Pistachios are robust in many nutrients that support healthy brain function. They are a great source of Vitamin B6, which can be quite low in people who have depression. B6 plays a role in energy production and helps the body make the brain chemicals (neurotransmitters) serotonin and norepinephrine that influence mood, and melatonin, which helps regulate the body’s internal sleep-wake clock.
Pistachios contain the minerals calcium, magnesium, potassium, selenium, and phosphorus. Minerals are are necessary for the production of hormones important to emotional well-being. Pistachios also contain carotene and Vitamins A and E, which help protect the body from infection and disease.

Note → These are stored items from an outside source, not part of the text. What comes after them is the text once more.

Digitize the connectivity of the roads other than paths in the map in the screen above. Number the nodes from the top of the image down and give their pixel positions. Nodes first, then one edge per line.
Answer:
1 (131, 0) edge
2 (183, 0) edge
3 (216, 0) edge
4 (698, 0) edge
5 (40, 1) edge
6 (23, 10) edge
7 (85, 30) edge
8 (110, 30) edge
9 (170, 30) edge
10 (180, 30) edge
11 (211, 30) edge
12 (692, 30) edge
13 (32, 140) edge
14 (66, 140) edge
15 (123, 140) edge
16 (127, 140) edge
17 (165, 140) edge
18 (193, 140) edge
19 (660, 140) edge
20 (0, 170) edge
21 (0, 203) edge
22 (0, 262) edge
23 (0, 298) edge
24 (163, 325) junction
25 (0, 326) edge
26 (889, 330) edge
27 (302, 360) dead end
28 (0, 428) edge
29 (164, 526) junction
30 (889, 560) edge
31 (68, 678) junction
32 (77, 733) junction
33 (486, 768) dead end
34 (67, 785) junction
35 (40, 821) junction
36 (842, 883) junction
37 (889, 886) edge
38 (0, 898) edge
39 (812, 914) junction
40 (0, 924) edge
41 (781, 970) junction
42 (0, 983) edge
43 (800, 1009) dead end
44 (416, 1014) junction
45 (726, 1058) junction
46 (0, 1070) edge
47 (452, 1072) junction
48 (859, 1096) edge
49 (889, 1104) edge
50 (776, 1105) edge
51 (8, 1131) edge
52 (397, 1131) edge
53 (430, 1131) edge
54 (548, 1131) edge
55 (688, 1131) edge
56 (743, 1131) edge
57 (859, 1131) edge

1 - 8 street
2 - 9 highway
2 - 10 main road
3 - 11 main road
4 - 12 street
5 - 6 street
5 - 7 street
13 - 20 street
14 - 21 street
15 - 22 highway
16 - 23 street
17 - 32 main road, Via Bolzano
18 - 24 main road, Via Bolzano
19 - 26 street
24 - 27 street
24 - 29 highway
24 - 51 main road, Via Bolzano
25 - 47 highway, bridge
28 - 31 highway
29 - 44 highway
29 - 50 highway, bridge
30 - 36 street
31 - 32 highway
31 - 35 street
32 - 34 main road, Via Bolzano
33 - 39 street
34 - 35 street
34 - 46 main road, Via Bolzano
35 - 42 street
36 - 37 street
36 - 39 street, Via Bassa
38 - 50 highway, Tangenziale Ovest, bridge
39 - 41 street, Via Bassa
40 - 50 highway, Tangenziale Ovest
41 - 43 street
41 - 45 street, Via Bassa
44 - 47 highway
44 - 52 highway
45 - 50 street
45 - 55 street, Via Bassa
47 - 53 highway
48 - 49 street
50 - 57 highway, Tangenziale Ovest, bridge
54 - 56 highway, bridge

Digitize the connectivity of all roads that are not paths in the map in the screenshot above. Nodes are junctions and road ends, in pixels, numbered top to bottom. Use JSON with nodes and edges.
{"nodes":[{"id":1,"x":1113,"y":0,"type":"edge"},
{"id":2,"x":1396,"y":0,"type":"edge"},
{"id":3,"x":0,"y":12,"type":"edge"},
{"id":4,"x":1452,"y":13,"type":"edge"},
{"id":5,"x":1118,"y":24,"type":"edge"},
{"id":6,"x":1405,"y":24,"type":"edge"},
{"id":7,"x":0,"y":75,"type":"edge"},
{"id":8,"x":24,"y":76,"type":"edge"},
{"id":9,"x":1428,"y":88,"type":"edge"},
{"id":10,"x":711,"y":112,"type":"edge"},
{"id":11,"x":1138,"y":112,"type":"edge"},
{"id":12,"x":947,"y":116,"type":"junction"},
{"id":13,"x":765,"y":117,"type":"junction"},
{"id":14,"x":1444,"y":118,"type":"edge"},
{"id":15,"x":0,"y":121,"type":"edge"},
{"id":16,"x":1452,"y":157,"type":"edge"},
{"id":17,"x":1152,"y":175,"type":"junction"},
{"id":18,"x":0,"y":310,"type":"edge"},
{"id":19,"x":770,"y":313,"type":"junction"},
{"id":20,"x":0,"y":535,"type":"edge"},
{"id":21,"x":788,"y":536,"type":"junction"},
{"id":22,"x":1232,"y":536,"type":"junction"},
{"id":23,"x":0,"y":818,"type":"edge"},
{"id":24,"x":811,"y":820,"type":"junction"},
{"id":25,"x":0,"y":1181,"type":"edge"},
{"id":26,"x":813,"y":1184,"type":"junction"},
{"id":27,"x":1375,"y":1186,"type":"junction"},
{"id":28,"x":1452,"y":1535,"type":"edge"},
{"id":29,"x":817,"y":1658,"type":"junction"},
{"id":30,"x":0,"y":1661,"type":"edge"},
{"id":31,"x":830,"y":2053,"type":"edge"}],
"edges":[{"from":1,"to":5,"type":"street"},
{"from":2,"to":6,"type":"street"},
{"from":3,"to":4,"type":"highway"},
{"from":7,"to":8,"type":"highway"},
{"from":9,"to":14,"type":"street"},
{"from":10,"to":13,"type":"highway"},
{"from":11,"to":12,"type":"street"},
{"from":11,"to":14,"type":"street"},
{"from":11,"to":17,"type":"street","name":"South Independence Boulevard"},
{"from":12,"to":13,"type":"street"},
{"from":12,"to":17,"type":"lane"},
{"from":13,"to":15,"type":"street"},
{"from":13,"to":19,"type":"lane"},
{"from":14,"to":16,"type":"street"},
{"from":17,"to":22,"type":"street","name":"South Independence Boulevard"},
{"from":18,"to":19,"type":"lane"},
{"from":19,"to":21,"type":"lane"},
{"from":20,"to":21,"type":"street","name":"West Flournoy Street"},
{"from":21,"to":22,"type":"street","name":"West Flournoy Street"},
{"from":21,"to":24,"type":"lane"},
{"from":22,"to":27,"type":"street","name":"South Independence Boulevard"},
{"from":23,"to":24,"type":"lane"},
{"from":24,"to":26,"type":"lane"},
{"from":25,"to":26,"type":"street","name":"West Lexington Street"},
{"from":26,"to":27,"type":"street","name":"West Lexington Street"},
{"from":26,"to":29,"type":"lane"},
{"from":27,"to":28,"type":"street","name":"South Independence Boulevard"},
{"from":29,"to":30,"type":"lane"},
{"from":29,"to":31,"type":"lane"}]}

The pistachio is naturally yellow-green in color. If you see red pistachios, those have been dyed and should not be purchased. A tightly closed shell around the kernel indicates the nut is not yet ripe. Ripe pistachios have an open shell. The nuts will stay fresh for up to a year if stored in the shell, but are best if eaten within four months of purchase. Store pistachios in an airtight container in the fridge to preserve nutrient content.
There are many easy and tasty ways to enjoy the health benefits of pistachios. Eat them by the handful, raw or roasted, or sprinkle over a salad. If you want avoid overeating at a meal, eat about 19 pistachios half and hour before a meal, and you’ll trigger release of the hormone cholecystokinin from your small intestine. This hormone signals to your body that it shouldn’t rush digestion, keeping you fuller longer.
You can also add crushed pistachio kernels or flour to your favorite breadcrumb or cookie mixture. Pistachio cooking oil will add a delicately sweet nutty flavor to your favorite recipes.
I prefer my pistachios toasted and spiced. To make them this way, follow these steps:
- Preheat your oven to 225 degrees.
- Then, take two cups of untoasted, raw pistachios still in the shell and place in a single layer on a half sheet pan and place in the oven.
- Toast until fragrant, about 45 minutes to an hour.
- Let cool and place in a bowl, keeping the shells on–this will allow you to savor each one instead of devouring them all at once.